What the task requires:
Every record, from first to last, should be written out again exactly.

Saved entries
★ ★ ★

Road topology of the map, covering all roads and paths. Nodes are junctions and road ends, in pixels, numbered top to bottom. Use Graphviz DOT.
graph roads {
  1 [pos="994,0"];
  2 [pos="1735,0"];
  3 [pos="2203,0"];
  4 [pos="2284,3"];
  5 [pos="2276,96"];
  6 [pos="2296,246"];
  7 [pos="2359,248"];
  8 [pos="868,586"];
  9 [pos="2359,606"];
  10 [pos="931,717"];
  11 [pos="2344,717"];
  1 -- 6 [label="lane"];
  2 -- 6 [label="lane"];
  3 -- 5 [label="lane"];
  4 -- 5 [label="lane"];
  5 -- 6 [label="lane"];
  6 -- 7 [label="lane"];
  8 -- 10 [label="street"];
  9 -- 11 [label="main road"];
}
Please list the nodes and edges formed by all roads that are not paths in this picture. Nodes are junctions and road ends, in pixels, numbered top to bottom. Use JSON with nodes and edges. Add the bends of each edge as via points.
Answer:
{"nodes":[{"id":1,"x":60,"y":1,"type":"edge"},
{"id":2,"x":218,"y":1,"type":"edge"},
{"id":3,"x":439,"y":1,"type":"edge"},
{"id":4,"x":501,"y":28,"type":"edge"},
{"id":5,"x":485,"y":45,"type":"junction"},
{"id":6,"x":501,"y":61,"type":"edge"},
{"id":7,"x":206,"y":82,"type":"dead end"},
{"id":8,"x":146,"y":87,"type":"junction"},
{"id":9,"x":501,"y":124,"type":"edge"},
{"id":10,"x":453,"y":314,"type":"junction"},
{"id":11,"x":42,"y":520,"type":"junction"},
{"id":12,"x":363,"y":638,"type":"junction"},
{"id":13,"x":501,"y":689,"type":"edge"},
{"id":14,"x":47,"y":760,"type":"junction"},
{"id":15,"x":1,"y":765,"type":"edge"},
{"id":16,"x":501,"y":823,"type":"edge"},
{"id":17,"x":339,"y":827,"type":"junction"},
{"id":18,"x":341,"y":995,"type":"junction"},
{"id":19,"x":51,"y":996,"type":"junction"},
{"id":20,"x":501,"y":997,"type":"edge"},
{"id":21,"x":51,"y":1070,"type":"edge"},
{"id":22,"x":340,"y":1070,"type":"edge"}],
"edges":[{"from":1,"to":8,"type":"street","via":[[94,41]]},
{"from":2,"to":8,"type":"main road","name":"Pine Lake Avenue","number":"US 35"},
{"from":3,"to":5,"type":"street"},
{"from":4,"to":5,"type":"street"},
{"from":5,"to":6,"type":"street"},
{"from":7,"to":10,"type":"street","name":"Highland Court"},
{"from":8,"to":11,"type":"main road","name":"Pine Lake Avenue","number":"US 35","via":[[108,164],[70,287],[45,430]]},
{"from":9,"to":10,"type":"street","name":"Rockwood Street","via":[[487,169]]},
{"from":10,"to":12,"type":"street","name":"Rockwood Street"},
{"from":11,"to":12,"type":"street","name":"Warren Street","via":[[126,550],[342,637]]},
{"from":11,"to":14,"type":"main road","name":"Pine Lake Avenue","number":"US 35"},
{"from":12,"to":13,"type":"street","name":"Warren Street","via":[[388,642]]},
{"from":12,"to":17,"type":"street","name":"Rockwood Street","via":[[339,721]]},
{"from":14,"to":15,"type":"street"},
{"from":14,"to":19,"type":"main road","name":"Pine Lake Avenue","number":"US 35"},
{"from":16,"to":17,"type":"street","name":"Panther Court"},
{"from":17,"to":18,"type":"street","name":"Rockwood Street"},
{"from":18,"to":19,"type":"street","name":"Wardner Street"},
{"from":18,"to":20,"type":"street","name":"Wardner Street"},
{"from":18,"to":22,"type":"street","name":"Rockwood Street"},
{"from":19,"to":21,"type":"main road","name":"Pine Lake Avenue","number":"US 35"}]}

★ ★ ★

Written response:
Road topology of the map, covering all roads and paths. Nodes are junctions and road ends, in pixels, numbered top to bottom. Use Graphviz DOT.
graph roads {
  1 [pos="994,0"];
  2 [pos="1735,0"];
  3 [pos="2203,0"];
  4 [pos="2284,3"];
  5 [pos="2276,96"];
  6 [pos="2296,246"];
  7 [pos="2359,248"];
  8 [pos="868,586"];
  9 [pos="2359,606"];
  10 [pos="931,717"];
  11 [pos="2344,717"];
  1 -- 6 [label="lane"];
  2 -- 6 [label="lane"];
  3 -- 5 [label="lane"];
  4 -- 5 [label="lane"];
  5 -- 6 [label="lane"];
  6 -- 7 [label="lane"];
  8 -- 10 [label="street"];
  9 -- 11 [label="main road"];
}
Please list the nodes and edges formed by all roads that are not paths in this picture. Nodes are junctions and road ends, in pixels, numbered top to bottom. Use JSON with nodes and edges. Add the bends of each edge as via points.
Answer:
{"nodes":[{"id":1,"x":60,"y":1,"type":"edge"},
{"id":2,"x":218,"y":1,"type":"edge"},
{"id":3,"x":439,"y":1,"type":"edge"},
{"id":4,"x":501,"y":28,"type":"edge"},
{"id":5,"x":485,"y":45,"type":"junction"},
{"id":6,"x":501,"y":61,"type":"edge"},
{"id":7,"x":206,"y":82,"type":"dead end"},
{"id":8,"x":146,"y":87,"type":"junction"},
{"id":9,"x":501,"y":124,"type":"edge"},
{"id":10,"x":453,"y":314,"type":"junction"},
{"id":11,"x":42,"y":520,"type":"junction"},
{"id":12,"x":363,"y":638,"type":"junction"},
{"id":13,"x":501,"y":689,"type":"edge"},
{"id":14,"x":47,"y":760,"type":"junction"},
{"id":15,"x":1,"y":765,"type":"edge"},
{"id":16,"x":501,"y":823,"type":"edge"},
{"id":17,"x":339,"y":827,"type":"junction"},
{"id":18,"x":341,"y":995,"type":"junction"},
{"id":19,"x":51,"y":996,"type":"junction"},
{"id":20,"x":501,"y":997,"type":"edge"},
{"id":21,"x":51,"y":1070,"type":"edge"},
{"id":22,"x":340,"y":1070,"type":"edge"}],
"edges":[{"from":1,"to":8,"type":"street","via":[[94,41]]},
{"from":2,"to":8,"type":"main road","name":"Pine Lake Avenue","number":"US 35"},
{"from":3,"to":5,"type":"street"},
{"from":4,"to":5,"type":"street"},
{"from":5,"to":6,"type":"street"},
{"from":7,"to":10,"type":"street","name":"Highland Court"},
{"from":8,"to":11,"type":"main road","name":"Pine Lake Avenue","number":"US 35","via":[[108,164],[70,287],[45,430]]},
{"from":9,"to":10,"type":"street","name":"Rockwood Street","via":[[487,169]]},
{"from":10,"to":12,"type":"street","name":"Rockwood Street"},
{"from":11,"to":12,"type":"street","name":"Warren Street","via":[[126,550],[342,637]]},
{"from":11,"to":14,"type":"main road","name":"Pine Lake Avenue","number":"US 35"},
{"from":12,"to":13,"type":"street","name":"Warren Street","via":[[388,642]]},
{"from":12,"to":17,"type":"street","name":"Rockwood Street","via":[[339,721]]},
{"from":14,"to":15,"type":"street"},
{"from":14,"to":19,"type":"main road","name":"Pine Lake Avenue","number":"US 35"},
{"from":16,"to":17,"type":"street","name":"Panther Court"},
{"from":17,"to":18,"type":"street","name":"Rockwood Street"},
{"from":18,"to":19,"type":"street","name":"Wardner Street"},
{"from":18,"to":20,"type":"street","name":"Wardner Street"},
{"from":18,"to":22,"type":"street","name":"Rockwood Street"},
{"from":19,"to":21,"type":"main road","name":"Pine Lake Avenue","number":"US 35"}]}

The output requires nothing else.